Hürriyet yazarı Gülse Birsel bugünkü köşesine sıcak havaları taşıdı.
İşte Gülse Birsel'in bugünkü yazısı:
Bu sıcak filan değil, doğanın kalkışması! Kertenkele tarzı, sıcak seven insanımdır, Üç gündür her an sokak çocukları gibi süs havuzlarına atlayıp çömecek kıvama geldim! Ne yapacağız? Allahını seven vantilatör getirsin.
Birkaç sabahtır “Komşuların şaka olsun diye pencere aralığından içeri fön tutmaları bence çok ayıp” diye sinir içinde uyanıyorum. Ve hemen belime kadar gelen saçlarımı kestirmeye karar veriyorum çünkü sırtım sucuk gibi. Sonra ayılıp hatırlıyorum ki saçım kısa ve komşular da efendi insanlar.
Bu sıcak filan değil. Bu doğanın bir kalkışması! Ve kesinlikle şahsıma özel bir gıcıklık söz konusu.
Zira yıllardır dizim olsun olmasın, 7-8 Haziran civarı günde 16 saat çalışma sezonu biter. Ben güneylere kaçarım. Günün iki saatini denizin içinde geçiririm. Denizin içinde değilsem Bodrum’un kendine özgü kuru havasının, rüzgârlı mahallelerinin, yöresel mandalina ağaçları gölgelerinin ve yerel klimalarının keyfini çıkarırım.
Rekor sıcaklıkların beklendiği bu yaz, ‘İstanbul beni hapsetmiş’, çünkü sinema filmi çekeceğiz. Ve sinema filmleri ülkemizde yaz sonları çekiliyor.
Öğretmen ve dizicilerin ortak yanları vardır. İş zor ve monoton, uğraştığın insanlar kalabalık ve taşkınlık yapmaya meyilli, yaz tatillerin ise upuzundur!

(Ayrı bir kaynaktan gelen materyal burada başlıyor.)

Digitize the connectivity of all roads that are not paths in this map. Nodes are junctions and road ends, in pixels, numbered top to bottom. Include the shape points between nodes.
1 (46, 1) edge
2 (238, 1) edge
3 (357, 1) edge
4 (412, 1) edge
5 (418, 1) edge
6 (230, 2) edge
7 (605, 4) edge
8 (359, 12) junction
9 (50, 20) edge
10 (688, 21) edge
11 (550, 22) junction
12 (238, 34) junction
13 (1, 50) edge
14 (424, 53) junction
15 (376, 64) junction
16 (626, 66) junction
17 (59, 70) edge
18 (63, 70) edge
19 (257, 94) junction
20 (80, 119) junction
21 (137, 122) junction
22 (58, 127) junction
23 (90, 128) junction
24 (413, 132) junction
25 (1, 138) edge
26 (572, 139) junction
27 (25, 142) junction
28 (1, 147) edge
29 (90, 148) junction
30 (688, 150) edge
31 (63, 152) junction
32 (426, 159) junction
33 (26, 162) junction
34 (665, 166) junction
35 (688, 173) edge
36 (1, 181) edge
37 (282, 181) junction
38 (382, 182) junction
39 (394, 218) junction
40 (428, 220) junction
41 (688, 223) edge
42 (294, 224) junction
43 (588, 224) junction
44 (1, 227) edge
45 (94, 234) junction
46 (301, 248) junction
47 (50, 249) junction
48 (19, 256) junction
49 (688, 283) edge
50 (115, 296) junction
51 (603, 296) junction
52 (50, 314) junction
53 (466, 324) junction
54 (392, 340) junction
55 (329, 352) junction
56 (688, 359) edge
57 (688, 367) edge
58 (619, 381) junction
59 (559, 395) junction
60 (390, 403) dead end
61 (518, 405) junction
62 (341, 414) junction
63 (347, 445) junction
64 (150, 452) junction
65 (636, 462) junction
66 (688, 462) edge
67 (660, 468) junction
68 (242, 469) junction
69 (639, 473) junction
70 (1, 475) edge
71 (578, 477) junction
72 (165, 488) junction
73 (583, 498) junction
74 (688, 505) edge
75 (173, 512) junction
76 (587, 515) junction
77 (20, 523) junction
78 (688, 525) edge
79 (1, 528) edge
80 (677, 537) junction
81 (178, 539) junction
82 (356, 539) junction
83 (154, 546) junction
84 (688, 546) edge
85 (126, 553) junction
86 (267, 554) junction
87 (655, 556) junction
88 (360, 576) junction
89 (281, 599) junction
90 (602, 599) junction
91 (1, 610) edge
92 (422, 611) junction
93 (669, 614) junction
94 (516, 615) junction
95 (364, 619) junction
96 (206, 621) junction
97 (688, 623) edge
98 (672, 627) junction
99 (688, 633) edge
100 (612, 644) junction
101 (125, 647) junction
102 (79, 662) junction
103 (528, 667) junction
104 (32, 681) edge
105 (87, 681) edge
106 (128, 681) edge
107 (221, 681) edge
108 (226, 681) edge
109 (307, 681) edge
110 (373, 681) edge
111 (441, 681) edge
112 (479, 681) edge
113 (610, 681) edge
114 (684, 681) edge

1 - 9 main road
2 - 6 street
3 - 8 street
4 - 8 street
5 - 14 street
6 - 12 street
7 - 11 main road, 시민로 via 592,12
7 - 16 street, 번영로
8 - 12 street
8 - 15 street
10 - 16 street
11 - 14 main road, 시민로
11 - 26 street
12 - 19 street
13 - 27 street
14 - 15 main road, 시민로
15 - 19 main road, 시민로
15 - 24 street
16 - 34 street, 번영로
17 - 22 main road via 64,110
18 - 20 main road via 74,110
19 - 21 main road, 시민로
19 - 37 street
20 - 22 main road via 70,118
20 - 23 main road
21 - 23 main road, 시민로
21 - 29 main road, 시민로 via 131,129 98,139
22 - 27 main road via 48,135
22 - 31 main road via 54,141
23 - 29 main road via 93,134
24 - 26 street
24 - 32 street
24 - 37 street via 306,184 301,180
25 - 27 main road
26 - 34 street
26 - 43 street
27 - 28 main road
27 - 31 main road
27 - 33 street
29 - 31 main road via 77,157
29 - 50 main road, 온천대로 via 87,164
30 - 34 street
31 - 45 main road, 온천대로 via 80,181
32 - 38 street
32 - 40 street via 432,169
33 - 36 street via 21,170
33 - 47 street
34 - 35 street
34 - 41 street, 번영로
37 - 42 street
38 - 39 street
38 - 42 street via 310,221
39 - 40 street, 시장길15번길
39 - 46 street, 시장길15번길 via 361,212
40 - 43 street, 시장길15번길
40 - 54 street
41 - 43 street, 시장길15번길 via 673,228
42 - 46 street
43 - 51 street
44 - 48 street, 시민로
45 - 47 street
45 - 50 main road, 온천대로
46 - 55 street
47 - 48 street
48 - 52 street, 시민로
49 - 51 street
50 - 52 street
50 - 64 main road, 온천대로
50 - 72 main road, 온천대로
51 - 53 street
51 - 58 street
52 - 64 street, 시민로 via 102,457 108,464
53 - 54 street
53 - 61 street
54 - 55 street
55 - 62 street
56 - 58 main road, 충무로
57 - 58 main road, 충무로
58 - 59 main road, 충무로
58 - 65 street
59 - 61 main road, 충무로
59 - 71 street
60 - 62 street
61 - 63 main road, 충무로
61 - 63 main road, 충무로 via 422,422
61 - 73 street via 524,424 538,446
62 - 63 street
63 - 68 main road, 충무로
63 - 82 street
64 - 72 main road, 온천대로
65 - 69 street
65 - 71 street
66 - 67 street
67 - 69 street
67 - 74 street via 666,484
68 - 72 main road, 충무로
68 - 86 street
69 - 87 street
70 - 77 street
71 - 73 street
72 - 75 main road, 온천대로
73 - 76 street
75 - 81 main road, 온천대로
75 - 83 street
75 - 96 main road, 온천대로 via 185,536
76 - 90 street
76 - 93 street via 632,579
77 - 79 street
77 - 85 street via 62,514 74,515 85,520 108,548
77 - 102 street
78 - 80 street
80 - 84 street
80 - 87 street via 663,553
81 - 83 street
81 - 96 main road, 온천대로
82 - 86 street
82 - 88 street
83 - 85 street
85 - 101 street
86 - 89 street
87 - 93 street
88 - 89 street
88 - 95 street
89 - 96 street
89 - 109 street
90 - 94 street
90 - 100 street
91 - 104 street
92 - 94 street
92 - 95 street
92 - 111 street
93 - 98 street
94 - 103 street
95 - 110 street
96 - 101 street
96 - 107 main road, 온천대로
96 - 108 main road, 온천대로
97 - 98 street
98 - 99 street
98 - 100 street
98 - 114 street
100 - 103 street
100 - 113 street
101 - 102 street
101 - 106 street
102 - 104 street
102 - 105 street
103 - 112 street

Sinemacılarla da cankurtaranların ortak yanlarını buldum. İki meslekte de başarı baş tacı, başarısızlık ölüm gibi bir şey. Batmak veya çıkmak, işte bütün mesele bu! Bir de mesai mevsimi sıcaklık ortalaması 30 derece! Bu yaz, ikinci gruptayım.
Ve normalde plaja elektrikli ısıtıcı getirseler “Oh iyi oldu, denizden çıkınca içim titriyor” diyebilecek ben... Kertenkele gibi güneşe yatıp üç saat kalkmayan ben... Kışın evde parkayla oturan ben... Geçen hafta galiba hayatımda ilk kez terledim!
Ne yapacağız? Nasıl hayatta kalacağız? “Olağanüstü hal ilan edilsin” diyeceğim zaten var. “Devlet bize klima versin” diyeceğim, peki dışarıda olanlar ne yapacak? Vatana millete faydam olsun dedim, kısa bir öneri listesi hazırladım:
-- İş yavaşlatın. Protesto olarak değil hayatta kalma yolu olarak. Nereye koşuyorsunuz? Ne toplantısı yav? Zaten toplantının ilk yarısı “Ay çok sıcak, şöyle terledim, şurada böyle sıcak görmedim, hatta ben geçen sene Adana’da bile...” filan diye geçecek. Niye Meksika’da geçen bütün filmlerde adamlar kafalarında sombrero şapka, ağaçların altında uyuklar? Gece uykusuz mu kalmış? Yoo. Adapte olacaksın! Sıcakta yavaşlayıp duracaksın, soğukta seri hareketler yapacaksın. Patronlar zaten muhtemelen Göcek’te, bu neyin telaşı?
-- Alttan alın. Hiçbir konuda tartışacak, kavga edecek zaman değil. “Olur yavaş yavaş, sinirlenme” deyin, “Kardeşimsin sen benim” deyin. “Eyvallah abi” deyin. Önünüze kıran otomobilin şoförünü akrabanız farz edin. “İlahi enişte, dikkat et Allah korusun” filan yapın. Bu havada bırakın yumruklu kavgayı, arabadan inmeyi bile gözünüz kesiyor mu? Oturun serin serin yav.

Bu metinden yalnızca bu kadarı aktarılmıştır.